According to an upcoming study published in the Journal of Archaeological Science, the 57 tattoos on Ötzi’s body were made from fireplace soot that contained glittering and colorful precious stone crystals. The findings suggest how prehistoric people were tattooed, and it also supports prior research that his tattoos were associated with acupuncture treatments.
Using optical microscopy and various powerful electron microscopy techniques, Pabst, a professor in the Institute of Cell Biology at the Medical University of Graz, and her colleagues analyzed several of Otzi’s tattoos. Tattoos chosen for this study consist of line markings, as well as a distinctive cross-shaped tattoo on the iceman’s right knee. Magnification of the skin designs revealed the tattoos consisted of soot, likely raked out of a fireplace, along with different silicate crystals, such as quartz and almandine, a type of purple garnet.
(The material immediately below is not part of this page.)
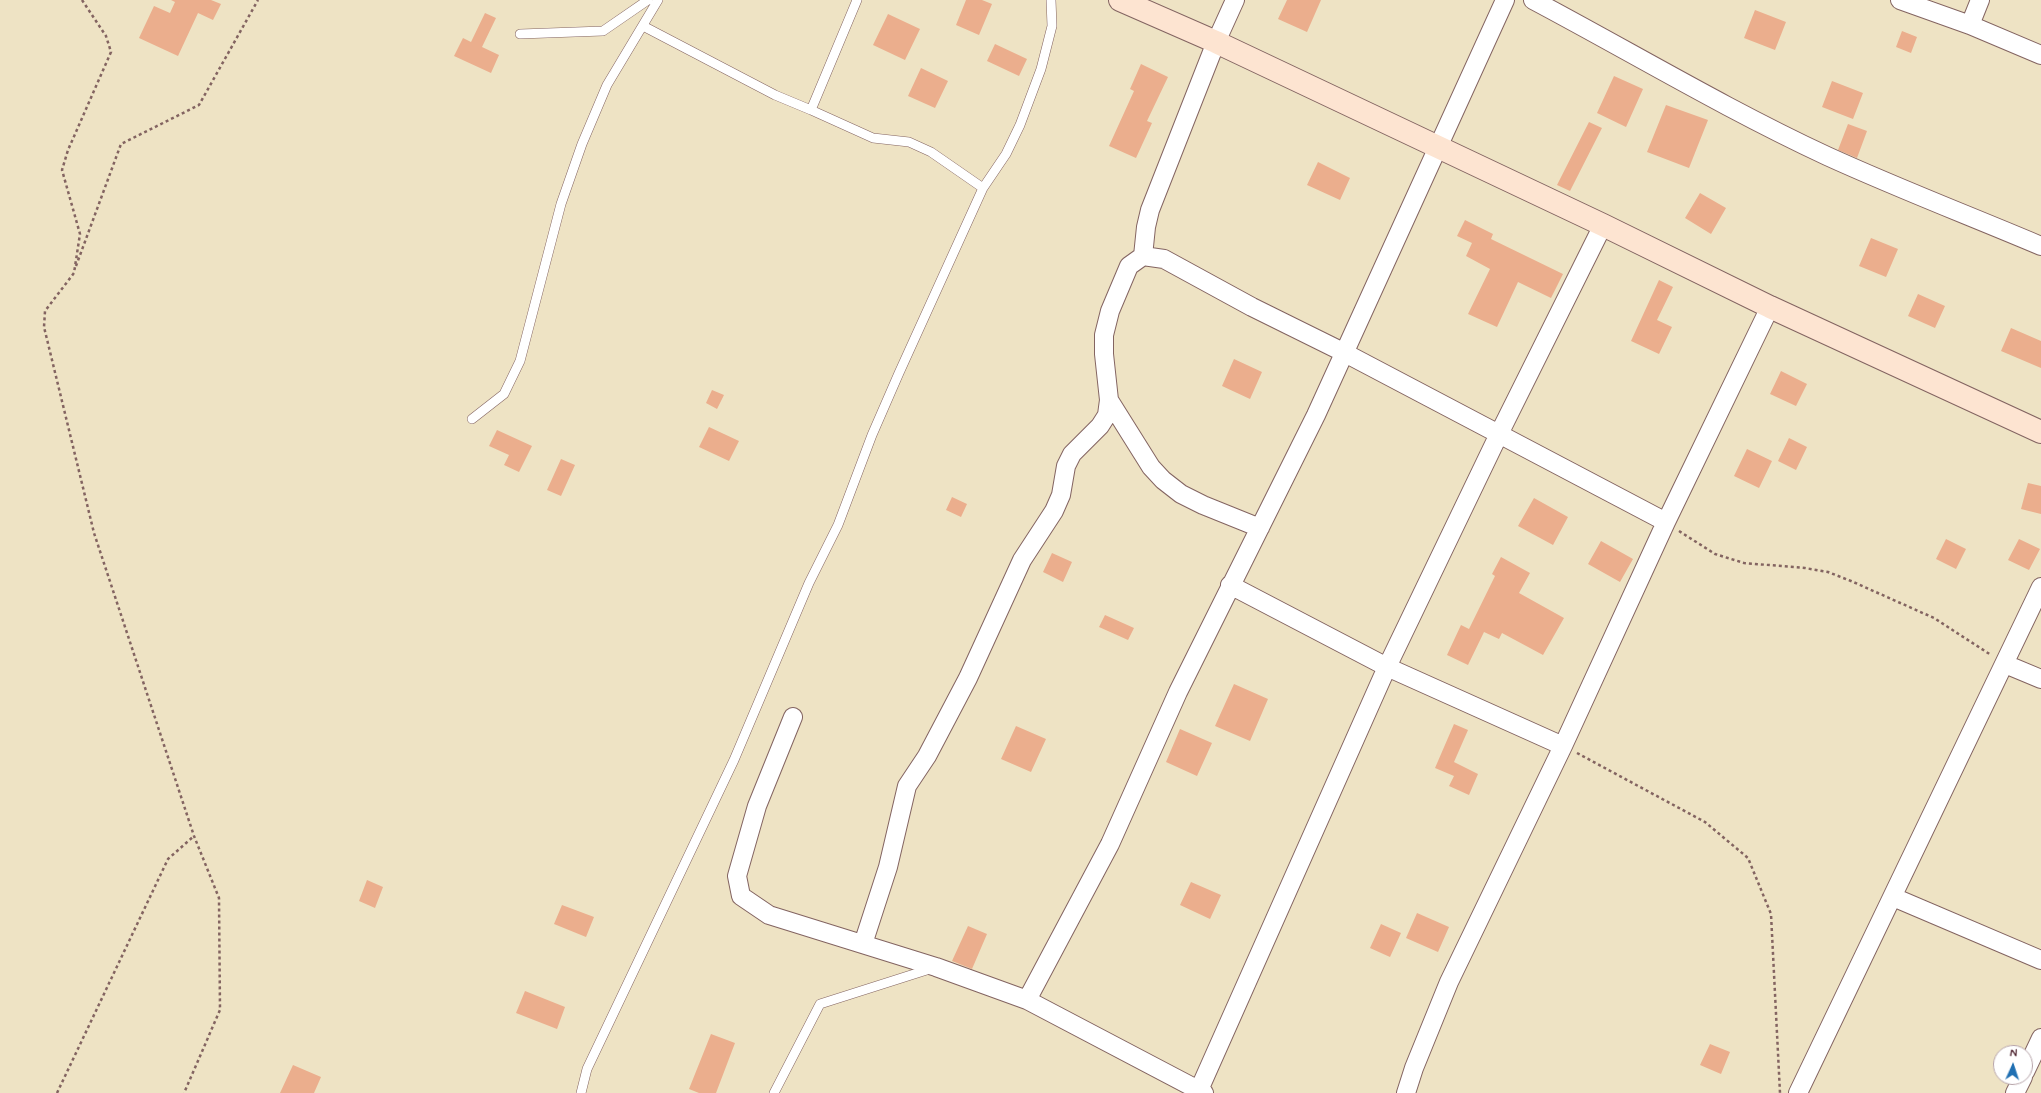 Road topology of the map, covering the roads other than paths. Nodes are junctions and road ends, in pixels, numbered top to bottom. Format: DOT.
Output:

It is beleived that these crystals probably fell off stones in the fireplace and mixed into the soot, rather than being purposely used to add sparkle to the tattoo. Obviously, this is debatable. Supporting evidence that the tattoos were not just for aesthetic function include the fact that the cross-shaped tattoo on his knee, and another one on his left ankle, lay over Chinese acupuncture trigger points. Prior research shows Ötzi did suffer from a variety of ailments like degeneration of the hip, knee and ankle that might have benefited from acupuncture.
It was believed that the earliest acupuncture took place in China around 3,000 years ago. Since the 5,300 year old iceman is much older, the researcher and her colleagues now think this technique may have been independently discovered by many different prehistoric European and Asian cultures.
It’s also still possible that tattooing and acupuncture originated in East Asia, with the knowledge of this practice spreading to the Alps region well before the iceman’s lifetime.
Frank Bahr, president of the German Academy of Acupuncture, first made the tattoo-acupuncture connection on the iceman after studying a drawing of the tattoos and their placement on Ötzi’s body.
Bahr told Discovery News, “The most interesting thing about the whole iceman story is that even today I would treat a patient with about 90 percent of the same points as the tattoos on the iceman, if this patient were to have the same diseases.” (summarized from http://dsc.discovery.com/news/2009/07/17/iceman-tattoos.html)
Anthropology.net has and article about Ötzi’s tattoos and it includes more information on ancient tattooing practices and the ‘Cherchen Man’ mummy found in China. The post makes an interesting point about the Tarim Basin in China (based on DNA evidence) may have been a cultural crossroads in ancient times where ideas and technologies could have been exchanged. This could very well be how ideas about acupuncture and tattooing travelled from east to west, and visa versa.